Chelsea Rae | Celebrities, Think About It | Monday, 06 October 2008
Pink ROck Candy, Rachel Zoe, Fashion Rocks Magazine 2008 Sasha P, Carrie Bradshaw Fur, Fleet Week, SATC

In fashion the topic of fur is almost as serious as white-washed runways and eating disorders. Some designers couldn’t live without showing fur in every collection— yes, even their spring/summer collections— and others would rather die before even letting a real leather shoe touch their runway. When I was little I thought fur was just ‘fabulous, dahling’, but now I’m not exactly sure where I stand on the topic.
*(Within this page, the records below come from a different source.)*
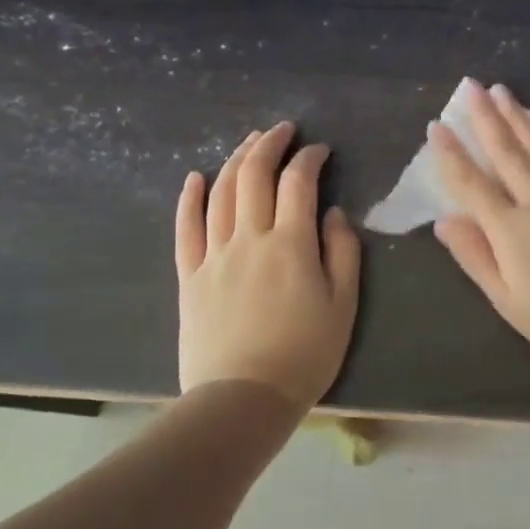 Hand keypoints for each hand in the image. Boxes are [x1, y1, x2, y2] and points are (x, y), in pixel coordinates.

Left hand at [175, 122, 361, 409]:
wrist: (243, 398)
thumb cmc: (305, 354)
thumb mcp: (343, 305)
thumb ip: (342, 253)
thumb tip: (333, 214)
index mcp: (291, 244)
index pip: (298, 183)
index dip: (310, 158)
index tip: (320, 150)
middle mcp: (249, 238)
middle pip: (253, 176)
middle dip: (269, 145)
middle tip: (282, 130)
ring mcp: (214, 255)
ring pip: (220, 193)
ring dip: (235, 160)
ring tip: (249, 143)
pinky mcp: (189, 277)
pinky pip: (185, 229)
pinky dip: (189, 198)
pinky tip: (195, 177)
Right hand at [430, 82, 529, 372]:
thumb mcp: (507, 301)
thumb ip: (475, 257)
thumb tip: (444, 220)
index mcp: (510, 229)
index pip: (471, 184)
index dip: (452, 155)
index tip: (437, 126)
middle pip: (507, 152)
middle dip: (486, 118)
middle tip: (472, 86)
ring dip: (519, 116)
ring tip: (502, 90) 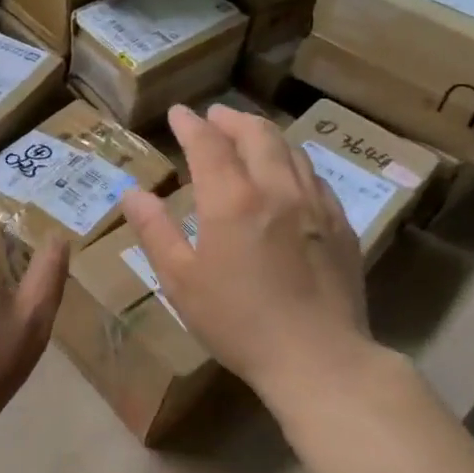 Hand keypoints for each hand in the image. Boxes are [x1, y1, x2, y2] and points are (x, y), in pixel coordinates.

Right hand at [119, 104, 388, 415]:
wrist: (318, 359)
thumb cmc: (237, 322)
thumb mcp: (180, 281)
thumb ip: (155, 231)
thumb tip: (132, 193)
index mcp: (232, 200)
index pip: (209, 144)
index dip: (191, 124)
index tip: (179, 113)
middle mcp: (276, 189)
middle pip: (257, 135)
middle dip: (232, 119)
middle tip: (215, 115)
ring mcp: (315, 205)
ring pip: (291, 150)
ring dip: (265, 134)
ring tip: (249, 133)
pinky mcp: (341, 225)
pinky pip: (315, 176)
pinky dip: (294, 161)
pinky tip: (289, 173) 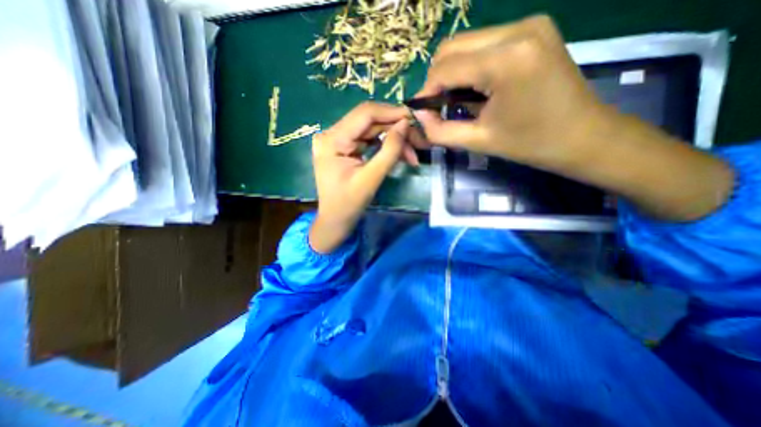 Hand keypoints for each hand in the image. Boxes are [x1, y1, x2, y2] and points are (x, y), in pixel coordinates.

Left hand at [311, 101, 422, 252]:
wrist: (335, 220)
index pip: (365, 114)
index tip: (414, 117)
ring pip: (371, 130)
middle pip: (369, 121)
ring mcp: (338, 140)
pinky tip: (400, 154)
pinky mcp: (345, 147)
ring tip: (411, 154)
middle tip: (417, 140)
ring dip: (393, 140)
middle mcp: (332, 134)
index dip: (391, 112)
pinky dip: (385, 146)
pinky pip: (369, 140)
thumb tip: (405, 124)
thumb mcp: (371, 178)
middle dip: (395, 129)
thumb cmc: (349, 204)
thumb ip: (389, 150)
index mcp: (332, 140)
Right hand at [414, 15, 734, 220]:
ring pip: (466, 43)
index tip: (423, 113)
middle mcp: (518, 30)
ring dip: (453, 72)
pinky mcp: (533, 30)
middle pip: (452, 47)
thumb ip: (440, 131)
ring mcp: (528, 25)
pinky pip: (484, 44)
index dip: (426, 91)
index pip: (445, 67)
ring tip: (459, 100)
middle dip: (437, 79)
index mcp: (505, 61)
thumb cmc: (530, 143)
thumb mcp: (479, 141)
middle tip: (439, 107)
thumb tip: (418, 116)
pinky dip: (470, 66)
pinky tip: (477, 88)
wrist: (582, 136)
Part of me thinks fur is foul. Tons of little, cuddly-when-they’re-not-vicious creatures die to make every piece, but the little kid in me that still walks around stores stroking fabrics, loves the feeling and is drawn to is glamorized allure.

One of my favorite outfits from Sex and the City features a gorgeous fur coat. The perfect, slinky, black, beaded dress Carrie wears to the party at the end of the Fleet Week episode was paired perfectly with a large, dramatic fur. The outfit still seems absolutely perfect to me, but I don’t think I’d ever try to mimic it because of this ethical fur dilemma.

Do I approve or don’t I?

Also, I love the way Rachel Zoe wears furs without inhibition. I completely respect her for being a fantastic stylist, and though I had my doubts, I actually like her show, The Rachel Zoe Project. There’s just something very glam-hippie about her vintage furs, and it really romanticizes them. The same goes for the editorial in the 2008 issue of Fashion Rocks with Sasha Pivovarova and Dahni Harrison. The hippie vibe just draws me to the look of scraggly furs.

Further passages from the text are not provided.